Add a method to Foo to print y and then invoke it in scala REPL and you’ll be surprised to read 0 (zero). Let’s rework this and write it using functions instead of fields:

trait Foo {
    def p : Int    // this is the parameter
    val y : Int = 2*p

class Heir extends Foo {
    override def p : Int = 3

This works as expected… but let’s dig a bit deeper in what happens. Regardless of the language the code generated by the compiler first builds the base class, then the derived, one at time, in the order they appear in the inheritance hierarchy. This is a natural way of constructing objects, much like to build the first floor before the second one in house building.

In the example, when you call new Heir, the code first builds Foo instance and then Heir instance. On building Foo instance, value y is assigned to 2 times p. In the first case p is a field, it will be assigned by Heir constructor, so now it holds the default value (zero). Two times zero is still zero, so y becomes … well, zero.

In the second example p is a virtual function, so when y is constructed a virtual call is performed. The object is an instance of Heir so Heir.p is called, 3 is returned and finally y is assigned to 3×2=6.

So far so good, but … are we sure?

When the virtual call is performed the Heir constructor has not yet been called. That means that the specialized part of the object has not yet been initialized. But some code is executed inside an uninitialized context. Even if the JVM mitigates the trouble you are going to, by always providing a default value for variables, if your p() depends on, say, a reference in Heir, a NPE would happen as soon as a Heir object is instantiated.

What happens in other languages? In C++ it is fairly known that late binding is not used in the constructors. When you call something in a C++ constructor you are ensured that you are calling either in a subclass or in the class you are building (well refer to the link above for a more correct and comprehensive description).

C# behaves just like Java – the virtual call is performed accessing a not-yet initialized part of the object.

I find that – at least once – C++ errs on the side of safety. I think that, despite of what the programmer expect, the safest conduct is to avoid calling a method on an uninitialized object (otherwise there would be no need for constructors).  C++ does the safest, but in a subtle way. No warning, no error for this code. Scala, Java and C# do the unsafest choice, yet in a subtle way. No warning and no error are produced.
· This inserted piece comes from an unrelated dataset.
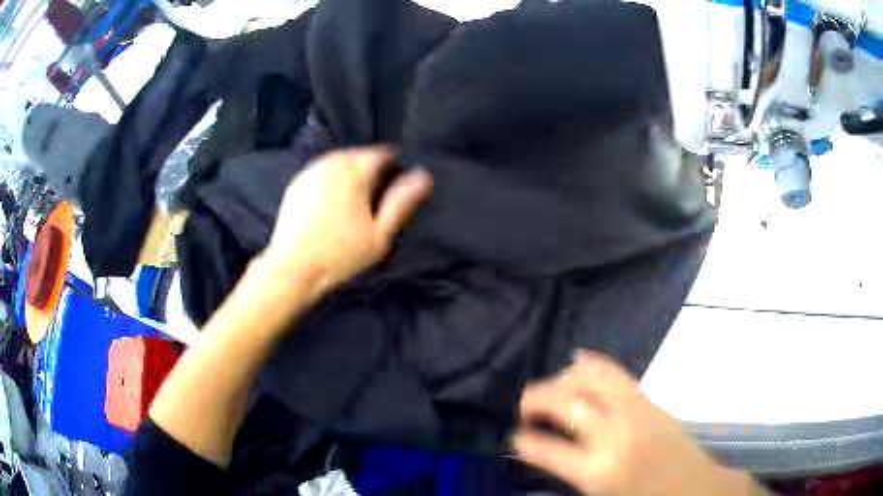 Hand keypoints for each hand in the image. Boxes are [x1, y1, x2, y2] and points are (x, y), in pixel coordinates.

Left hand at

I don’t know what happen in other languages, but I feel that the less subtle this choice is, the better chances are to avoid errors.

In C++ I would force the caller to qualify the function, I mean something like:

class Foo

        virtual void f()
            // do something.

so that the intent of the writer is clear and the scope operator serves as a memento to where that call is bound. Failing to write like that, the programmer should be served with an error.

I can’t stop considering Scala, Java and C# approach flawed and not designed for good software engineering. Especially when thinking about Java, where everything has been dumbed down, every corner has been rounded and softened, so that no programmer could hurt themselves, it really puzzles me that this sharp finger-cutting pitfall is there.